La proposta dell’Associazione, ora, è rivolta all’Ordine dei medici di Taranto perché venga compiuto un opportuno approfondimento su questi dati in modo da individuare le categorie di persone più esposte e di predisporre un sistema di rilevamento dati istantaneo. Anche perché, come spiega Carlo La Vecchia, responsabile del dipartimento di epidemiologia dell’Istituto Mario Negri e docente dell’Università degli Studi di Milano, il problema dell’Ilva resta comunque quello che i tumori attuali non possono essere attribuiti alle esposizioni attuali. Sia che siano associati alle esposizioni ambientali sia che non lo siano, quei valori vanno riferiti al passato (ricordiamo che l’Ilva è a Taranto dal 1964). Perciò la situazione non potrà che peggiorare.
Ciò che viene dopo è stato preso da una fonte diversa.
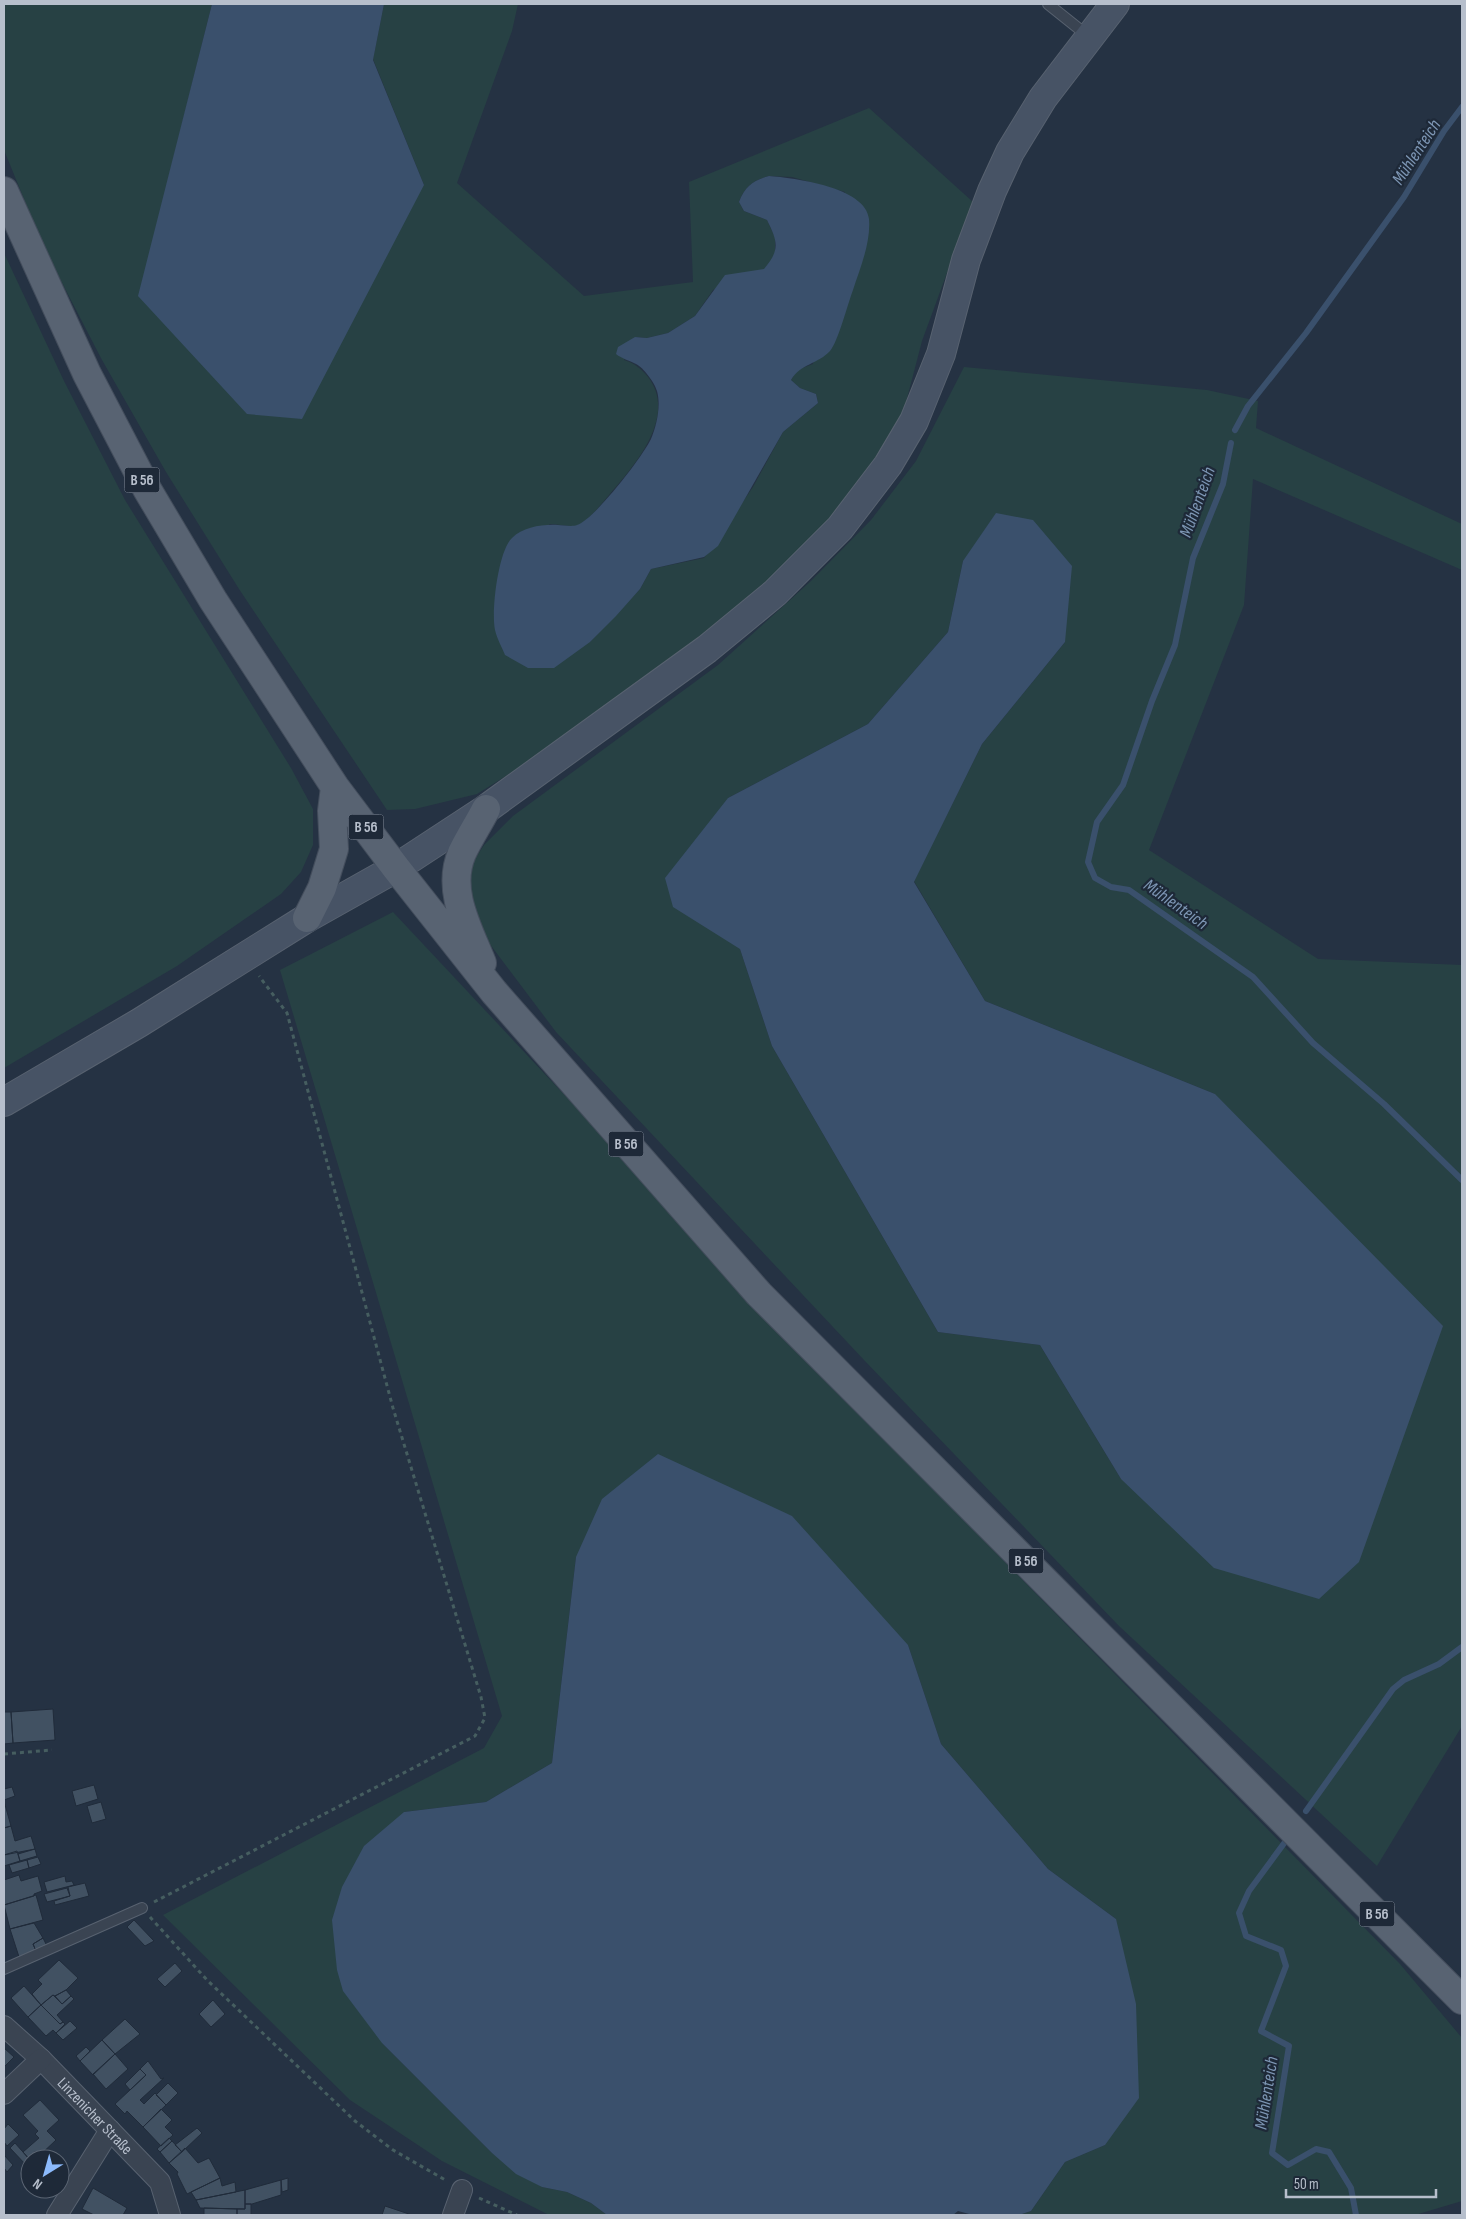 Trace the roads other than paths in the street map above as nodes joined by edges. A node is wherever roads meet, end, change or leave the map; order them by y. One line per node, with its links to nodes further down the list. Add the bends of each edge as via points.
1 (1048, 4): 3 (lane)
2 (1115, 4): 3 (main road)
3 (1089, 37): 6 (main road, via 1043,98 1010,152 966,260 941,354 914,421 888,465 840,528 774,593 708,649)
4 (4, 191): 5 (main road, B 56, via 87,374 147,488 214,600)
5 (336, 787): 7 (main road, B 56); 8 (main road, via 332,811 334,848 322,888)
6 (486, 809): 7 (main road); 9 (main road, via 462,854 456,876 458,904)
7 (396, 868): 8 (main road); 9 (main road, B 56)
8 (307, 918): 10 (main road)
9 (494, 992): 13 (main road, B 56, via 759,1294)
10 (4, 1102)
11 (142, 1908): 12 (lane)
12 (4, 1969)
13 (1462, 2000)
14 (4, 2026): 15 (street, Linzenicher Straße)
15 (41, 2059): 16 (street); 17 (street, Linzenicher Straße)
16 (4, 2094)
17 (110, 2130): 19 (street); 20 (street, Linzenicher Straße, via 160,2182)
18 (462, 2190): 21 (street)
19 (57, 2215)
20 (170, 2215)
21 (452, 2215) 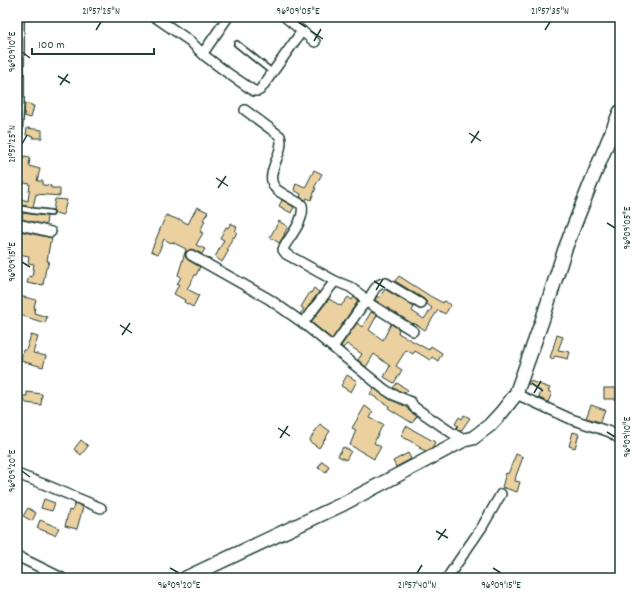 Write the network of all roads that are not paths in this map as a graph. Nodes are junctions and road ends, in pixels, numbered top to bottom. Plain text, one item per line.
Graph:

AL VIA I LICENZIAMENTI – Intanto proprio oggi, 12 settembre, il gruppo siderurgico Riva, proprietario dell’Ilva, annuncia 1500 esuberi nelle sue società dopo il sequestro da 916 milioni di euro effettuato nei giorni scorsi dalla Guardia di Finanza di Taranto su ordine del gip di Taranto, Patrizia Todisco. Da oggi cesseranno infatti tutte le attività dell’azienda, tra cui quelle produttive degli stabilimenti di verona, Caronno Pertusella (Varese), Lesegno (Cuneo), Malegno, Sellero, Cerveno (Brescia) e Annone Brianza (Lecco) e di servizi e trasporti (Riva energia e Muzzana trasporti). Tali attività, precisa una nota dell’azienda, non rientrano nel perimetro gestionale dell’Ilva e non hanno quindi alcun legame con le vicende giudiziarie che hanno interessato lo stabilimento di Taranto.
Il sequestro scaturisce da un ulteriore dispositivo del giudice, che ha esteso il decreto di sequestro preventivo già emesso nello scorso mese di maggio, fino al raggiungimento della somma di 8,1 miliardi di euro, nei confronti delle società ‘Riva – F.i.r.e.’, Riva Forni Elettrici’ e ‘Ilva’, tutte con sede a Milano. Tale estensione, spiega la Guardia di Finanza, ha quindi riguardato le società “controllate, collegate o comunque sottoposte all’influenza dominante” dalle predette “ex articolo 2359 c.c.”. L’importo di 8,1 miliardi di euro era stato commisurato al vantaggio economico goduto dal gruppo industriale, derivante dalla mancata messa in opera delle strutture necessarie all’ambientalizzazione della nota azienda siderurgica tarantina.